#### Work request:
Each line of the records containing "numbered" is to be copied out and returned.

#### Records:
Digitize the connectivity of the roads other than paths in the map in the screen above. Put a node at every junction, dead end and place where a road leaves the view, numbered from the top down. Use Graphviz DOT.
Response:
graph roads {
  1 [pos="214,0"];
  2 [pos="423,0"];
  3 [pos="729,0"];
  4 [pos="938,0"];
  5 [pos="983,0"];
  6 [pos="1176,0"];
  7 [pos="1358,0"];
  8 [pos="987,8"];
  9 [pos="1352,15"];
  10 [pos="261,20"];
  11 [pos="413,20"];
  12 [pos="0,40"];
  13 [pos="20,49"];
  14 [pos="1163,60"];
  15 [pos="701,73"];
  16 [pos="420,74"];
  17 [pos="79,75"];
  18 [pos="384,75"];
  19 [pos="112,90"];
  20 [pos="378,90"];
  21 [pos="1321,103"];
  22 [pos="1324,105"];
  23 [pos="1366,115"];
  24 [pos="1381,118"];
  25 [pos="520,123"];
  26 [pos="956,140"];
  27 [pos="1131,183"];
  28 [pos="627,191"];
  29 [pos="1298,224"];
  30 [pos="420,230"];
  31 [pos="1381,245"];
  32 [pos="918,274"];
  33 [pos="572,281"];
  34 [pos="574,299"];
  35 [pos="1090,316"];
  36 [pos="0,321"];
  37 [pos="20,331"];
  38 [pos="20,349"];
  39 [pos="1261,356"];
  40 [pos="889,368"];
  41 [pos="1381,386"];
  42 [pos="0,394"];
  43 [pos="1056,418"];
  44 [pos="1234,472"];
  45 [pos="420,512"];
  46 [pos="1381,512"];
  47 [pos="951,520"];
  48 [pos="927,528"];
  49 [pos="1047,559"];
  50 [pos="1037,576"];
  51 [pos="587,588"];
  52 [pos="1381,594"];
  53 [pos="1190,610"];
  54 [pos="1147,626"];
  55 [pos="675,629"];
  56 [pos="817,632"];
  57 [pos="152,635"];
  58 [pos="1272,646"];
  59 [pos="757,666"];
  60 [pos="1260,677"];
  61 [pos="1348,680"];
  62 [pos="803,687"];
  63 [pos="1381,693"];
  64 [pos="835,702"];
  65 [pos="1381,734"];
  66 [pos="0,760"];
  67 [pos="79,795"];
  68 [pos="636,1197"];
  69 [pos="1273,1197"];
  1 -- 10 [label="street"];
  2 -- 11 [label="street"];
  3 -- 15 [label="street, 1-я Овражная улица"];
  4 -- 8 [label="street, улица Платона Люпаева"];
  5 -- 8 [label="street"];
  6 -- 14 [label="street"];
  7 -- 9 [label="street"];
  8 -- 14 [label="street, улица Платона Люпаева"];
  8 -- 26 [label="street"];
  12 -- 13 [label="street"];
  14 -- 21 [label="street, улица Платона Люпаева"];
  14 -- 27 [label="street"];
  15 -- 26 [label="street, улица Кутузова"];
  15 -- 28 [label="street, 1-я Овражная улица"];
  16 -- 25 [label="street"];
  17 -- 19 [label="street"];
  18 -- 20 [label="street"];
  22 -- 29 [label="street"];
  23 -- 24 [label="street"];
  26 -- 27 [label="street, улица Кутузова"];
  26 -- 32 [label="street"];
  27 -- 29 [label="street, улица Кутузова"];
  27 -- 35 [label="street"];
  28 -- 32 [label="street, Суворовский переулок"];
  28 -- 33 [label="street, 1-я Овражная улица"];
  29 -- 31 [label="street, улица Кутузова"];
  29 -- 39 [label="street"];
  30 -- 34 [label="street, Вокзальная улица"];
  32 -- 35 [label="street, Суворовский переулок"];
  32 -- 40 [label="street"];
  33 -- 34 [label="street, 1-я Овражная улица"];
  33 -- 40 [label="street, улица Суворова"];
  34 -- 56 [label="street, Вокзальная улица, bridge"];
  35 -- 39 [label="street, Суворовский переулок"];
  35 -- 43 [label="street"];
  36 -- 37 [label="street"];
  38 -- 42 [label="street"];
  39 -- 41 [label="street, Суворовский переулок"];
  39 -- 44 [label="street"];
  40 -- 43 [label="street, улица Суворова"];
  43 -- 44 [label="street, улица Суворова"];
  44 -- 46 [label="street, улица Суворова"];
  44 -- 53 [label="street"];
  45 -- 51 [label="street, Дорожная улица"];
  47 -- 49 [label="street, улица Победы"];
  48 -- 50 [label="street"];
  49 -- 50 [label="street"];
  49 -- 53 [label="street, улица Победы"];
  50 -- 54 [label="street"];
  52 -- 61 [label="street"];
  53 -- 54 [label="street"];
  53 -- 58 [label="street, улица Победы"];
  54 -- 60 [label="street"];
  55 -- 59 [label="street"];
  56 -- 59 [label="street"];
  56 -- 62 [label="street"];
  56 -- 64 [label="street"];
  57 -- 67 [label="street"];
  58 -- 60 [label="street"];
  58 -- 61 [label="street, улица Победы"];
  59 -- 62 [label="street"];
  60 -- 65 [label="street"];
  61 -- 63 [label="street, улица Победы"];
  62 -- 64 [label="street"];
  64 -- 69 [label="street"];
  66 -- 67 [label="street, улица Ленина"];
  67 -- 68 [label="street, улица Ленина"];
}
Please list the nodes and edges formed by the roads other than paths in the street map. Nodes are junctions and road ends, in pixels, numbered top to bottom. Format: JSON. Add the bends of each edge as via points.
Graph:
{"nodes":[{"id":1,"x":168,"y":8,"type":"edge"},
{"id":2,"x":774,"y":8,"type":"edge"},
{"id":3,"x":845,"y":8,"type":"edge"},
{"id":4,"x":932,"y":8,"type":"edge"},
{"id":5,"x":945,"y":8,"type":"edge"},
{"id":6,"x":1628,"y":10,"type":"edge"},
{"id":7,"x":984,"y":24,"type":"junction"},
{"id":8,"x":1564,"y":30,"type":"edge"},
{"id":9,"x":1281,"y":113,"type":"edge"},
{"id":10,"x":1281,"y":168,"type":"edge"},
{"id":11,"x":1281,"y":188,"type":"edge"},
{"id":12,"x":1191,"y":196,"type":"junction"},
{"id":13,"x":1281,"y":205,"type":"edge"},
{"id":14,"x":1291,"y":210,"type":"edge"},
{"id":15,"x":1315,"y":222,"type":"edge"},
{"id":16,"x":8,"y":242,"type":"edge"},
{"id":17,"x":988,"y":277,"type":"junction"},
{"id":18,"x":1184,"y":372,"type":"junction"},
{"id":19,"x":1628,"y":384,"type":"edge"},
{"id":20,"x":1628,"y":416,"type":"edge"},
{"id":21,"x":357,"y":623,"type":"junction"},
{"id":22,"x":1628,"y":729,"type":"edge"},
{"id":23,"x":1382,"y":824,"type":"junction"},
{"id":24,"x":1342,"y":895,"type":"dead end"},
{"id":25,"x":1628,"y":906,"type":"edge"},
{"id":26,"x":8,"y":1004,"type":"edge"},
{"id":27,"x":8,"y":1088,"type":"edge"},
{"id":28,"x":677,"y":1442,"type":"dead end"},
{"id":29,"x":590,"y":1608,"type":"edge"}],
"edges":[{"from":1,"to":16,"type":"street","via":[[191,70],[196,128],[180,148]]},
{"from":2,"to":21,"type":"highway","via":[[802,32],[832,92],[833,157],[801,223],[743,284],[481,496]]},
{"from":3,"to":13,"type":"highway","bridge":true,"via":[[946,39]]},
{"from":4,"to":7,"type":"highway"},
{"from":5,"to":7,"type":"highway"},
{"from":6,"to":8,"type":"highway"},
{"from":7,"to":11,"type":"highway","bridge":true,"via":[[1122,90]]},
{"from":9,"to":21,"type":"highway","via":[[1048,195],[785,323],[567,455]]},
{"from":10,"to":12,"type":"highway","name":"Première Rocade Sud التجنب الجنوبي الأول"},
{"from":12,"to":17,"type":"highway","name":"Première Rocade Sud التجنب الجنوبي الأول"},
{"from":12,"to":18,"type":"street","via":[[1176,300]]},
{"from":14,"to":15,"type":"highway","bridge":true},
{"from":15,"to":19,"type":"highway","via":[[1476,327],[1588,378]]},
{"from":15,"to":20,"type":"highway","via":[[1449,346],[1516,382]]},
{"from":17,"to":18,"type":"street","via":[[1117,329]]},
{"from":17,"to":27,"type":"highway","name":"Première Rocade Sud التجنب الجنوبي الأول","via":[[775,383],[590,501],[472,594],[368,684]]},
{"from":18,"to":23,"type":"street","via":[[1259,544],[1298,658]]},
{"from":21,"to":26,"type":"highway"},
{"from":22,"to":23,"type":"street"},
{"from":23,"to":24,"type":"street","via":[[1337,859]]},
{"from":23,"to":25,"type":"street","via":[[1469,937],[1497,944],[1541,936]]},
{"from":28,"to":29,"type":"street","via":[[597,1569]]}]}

#### Your solution:
Digitize the connectivity of the roads other than paths in the map in the screen above. Put a node at every junction, dead end and place where a road leaves the view, numbered from the top down. Use Graphviz DOT.
Please list the nodes and edges formed by the roads other than paths in the street map. Nodes are junctions and road ends, in pixels, numbered top to bottom. Format: JSON. Add the bends of each edge as via points.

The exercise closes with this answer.